The spectrum: hearing the graph
Now the payoff. The spectrum of a graph is the set of
eigenvalues
of its adjacency matrix, usually written
\lambda_1 \geq \lambda_2 \geq \dots \geq \lambda_n. Because
A is symmetric, a theorem of linear algebra (the
spectral theorem) guarantees these eigenvalues are all real — a lovely and
non-obvious gift. Spectral graph theory reads structure straight off these numbers:
- Largest eigenvalue and degree. \lambda_1 is squeezed
between the average and the maximum degree:
\bar d \leq \lambda_1 \leq d_{\max}. For the complete graph
K_n every vertex has degree n-1, and indeed
\lambda_1 = n-1.
- Connectivity. The number of connected components equals the
multiplicity of the eigenvalue 0 of the closely related
Laplacian L = D - A (with
D the diagonal degree matrix). A connected graph has exactly one such
zero.
- Bipartite ⇔ symmetric spectrum. A graph is
2-colourable (bipartite) precisely when its spectrum is
symmetric about 0: every eigenvalue \lambda is matched
by -\lambda.
The graph did not change; we just listened to its matrix. Eigenvalues turn a hand-drawn
network into a handful of numbers that expose its connectivity, its symmetry and its bottlenecks.

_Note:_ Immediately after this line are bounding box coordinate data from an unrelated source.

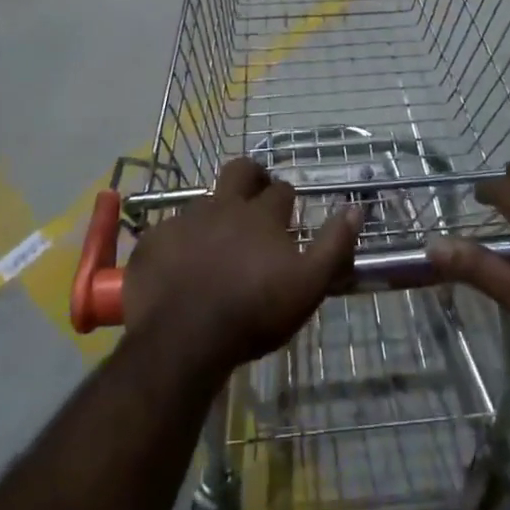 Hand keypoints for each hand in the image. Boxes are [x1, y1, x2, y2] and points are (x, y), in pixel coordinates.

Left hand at [124, 157, 359, 379]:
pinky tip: (179, 265)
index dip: (286, 198)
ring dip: (214, 213)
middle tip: (255, 195)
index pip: (281, 190)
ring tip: (216, 241)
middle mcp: (222, 206)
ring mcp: (184, 220)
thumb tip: (356, 208)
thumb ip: (334, 245)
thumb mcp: (308, 285)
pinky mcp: (153, 241)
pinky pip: (168, 231)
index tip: (289, 213)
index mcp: (261, 215)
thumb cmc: (253, 313)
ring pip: (203, 201)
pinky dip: (178, 242)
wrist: (183, 338)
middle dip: (252, 176)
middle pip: (239, 171) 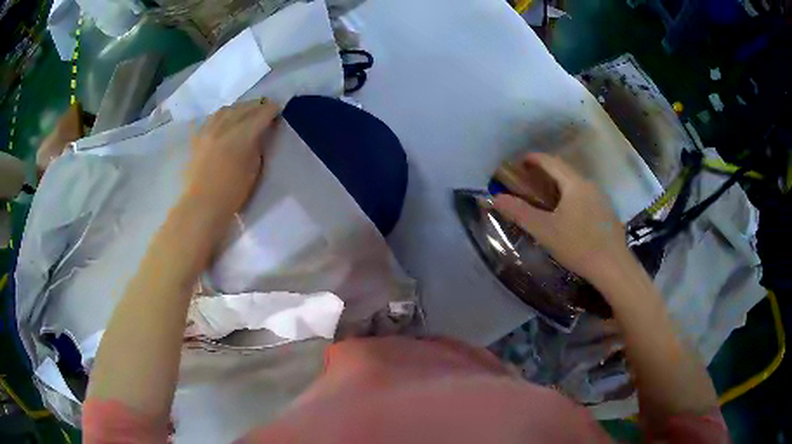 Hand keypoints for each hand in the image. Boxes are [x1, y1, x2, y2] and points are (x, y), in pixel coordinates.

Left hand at [183, 99, 279, 222]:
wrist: (202, 205)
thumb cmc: (232, 193)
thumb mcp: (254, 169)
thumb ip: (257, 146)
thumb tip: (259, 133)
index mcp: (242, 136)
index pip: (261, 114)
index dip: (271, 110)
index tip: (278, 110)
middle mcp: (224, 127)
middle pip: (244, 108)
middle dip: (257, 106)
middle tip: (265, 108)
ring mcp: (208, 130)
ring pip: (226, 110)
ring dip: (239, 108)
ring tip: (245, 112)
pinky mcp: (197, 138)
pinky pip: (211, 119)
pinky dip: (221, 116)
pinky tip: (224, 120)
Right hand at [493, 153, 627, 281]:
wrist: (613, 267)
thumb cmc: (578, 245)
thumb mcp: (545, 230)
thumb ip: (520, 212)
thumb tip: (496, 198)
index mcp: (574, 184)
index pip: (551, 161)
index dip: (533, 158)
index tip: (519, 162)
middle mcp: (589, 185)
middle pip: (564, 170)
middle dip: (545, 170)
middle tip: (528, 181)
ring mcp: (601, 198)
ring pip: (575, 184)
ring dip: (558, 184)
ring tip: (545, 197)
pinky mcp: (606, 212)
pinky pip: (584, 196)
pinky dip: (570, 196)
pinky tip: (567, 215)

PageRank, the algorithm that launched Google, treats the web as an enormous graph and asks for a
score where a page is important if important pages link to it. Written out, that self-referential
wish is an eigenvector equation: the ranking vector is the leading eigenvector of a
matrix built from the web's adjacency matrix. Your search results are, quite literally, an
eigenvector.
And a famous flip-side question: "Can you hear the shape of a drum?" — can the spectrum tell
you the graph completely? Surprisingly, no. There exist isospectral graphs: two
genuinely different graphs (not just relabelled) that share the same list of eigenvalues.

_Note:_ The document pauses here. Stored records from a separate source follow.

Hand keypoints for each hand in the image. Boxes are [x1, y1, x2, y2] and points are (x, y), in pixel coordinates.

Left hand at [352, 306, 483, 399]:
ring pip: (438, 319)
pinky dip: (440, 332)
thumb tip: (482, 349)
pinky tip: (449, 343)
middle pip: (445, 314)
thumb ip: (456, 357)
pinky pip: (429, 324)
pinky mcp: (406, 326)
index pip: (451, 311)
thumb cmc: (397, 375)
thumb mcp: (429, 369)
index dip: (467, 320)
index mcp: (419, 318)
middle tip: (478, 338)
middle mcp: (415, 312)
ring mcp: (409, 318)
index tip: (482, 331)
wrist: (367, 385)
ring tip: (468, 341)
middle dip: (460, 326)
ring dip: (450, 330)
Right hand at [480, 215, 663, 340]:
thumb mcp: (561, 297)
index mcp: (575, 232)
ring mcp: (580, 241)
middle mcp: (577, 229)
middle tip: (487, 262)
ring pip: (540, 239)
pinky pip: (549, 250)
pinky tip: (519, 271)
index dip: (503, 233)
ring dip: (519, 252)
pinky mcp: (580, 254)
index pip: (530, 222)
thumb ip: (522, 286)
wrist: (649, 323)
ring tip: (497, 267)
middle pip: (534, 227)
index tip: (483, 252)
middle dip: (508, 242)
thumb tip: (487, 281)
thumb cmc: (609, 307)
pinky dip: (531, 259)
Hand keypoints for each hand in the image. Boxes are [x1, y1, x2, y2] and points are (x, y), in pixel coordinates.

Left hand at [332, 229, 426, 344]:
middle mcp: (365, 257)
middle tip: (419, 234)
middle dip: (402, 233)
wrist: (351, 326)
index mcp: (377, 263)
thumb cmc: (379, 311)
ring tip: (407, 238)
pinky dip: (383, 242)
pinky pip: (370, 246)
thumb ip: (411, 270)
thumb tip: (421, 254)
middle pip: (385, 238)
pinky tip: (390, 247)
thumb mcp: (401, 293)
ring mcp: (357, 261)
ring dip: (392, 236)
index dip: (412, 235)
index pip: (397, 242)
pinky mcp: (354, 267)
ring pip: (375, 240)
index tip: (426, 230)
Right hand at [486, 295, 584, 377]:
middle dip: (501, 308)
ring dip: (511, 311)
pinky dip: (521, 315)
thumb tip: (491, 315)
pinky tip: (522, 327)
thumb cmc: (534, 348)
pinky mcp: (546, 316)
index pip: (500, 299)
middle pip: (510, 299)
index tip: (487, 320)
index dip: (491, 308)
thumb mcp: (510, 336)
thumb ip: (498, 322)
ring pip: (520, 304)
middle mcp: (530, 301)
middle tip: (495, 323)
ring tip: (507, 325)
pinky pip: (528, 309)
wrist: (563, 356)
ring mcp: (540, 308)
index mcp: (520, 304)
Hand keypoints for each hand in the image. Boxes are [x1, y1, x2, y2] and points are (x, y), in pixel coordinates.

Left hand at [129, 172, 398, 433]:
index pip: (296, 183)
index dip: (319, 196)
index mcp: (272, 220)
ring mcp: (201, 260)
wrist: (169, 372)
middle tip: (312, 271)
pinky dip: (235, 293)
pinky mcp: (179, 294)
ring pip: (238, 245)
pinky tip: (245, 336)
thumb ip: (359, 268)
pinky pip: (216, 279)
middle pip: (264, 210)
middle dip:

The spectrum is a superb fingerprint, but not a perfect one — some structure hides in the silence
between the notes.
The adjacency matrix depends on how you number the vertices. Relabel the vertices
and the matrix changes — its rows and columns get shuffled. So it is tempting to think the matrix is
an arbitrary, unreliable description. But the spectrum does not change. Reordering
the vertices produces a matrix P A P^{\mathsf T} (with
P a permutation matrix), which is similar to
A — and similar matrices have identical eigenvalues. That
is exactly why the spectrum is a genuine property of the graph, not of your bookkeeping.
One more classic slip: for a simple graph the diagonal is all
0, not 1. A vertex is not joined to itself, so
A_{ii} = 0. Putting 1s on the diagonal would secretly add a loop at every
vertex — a different graph entirely.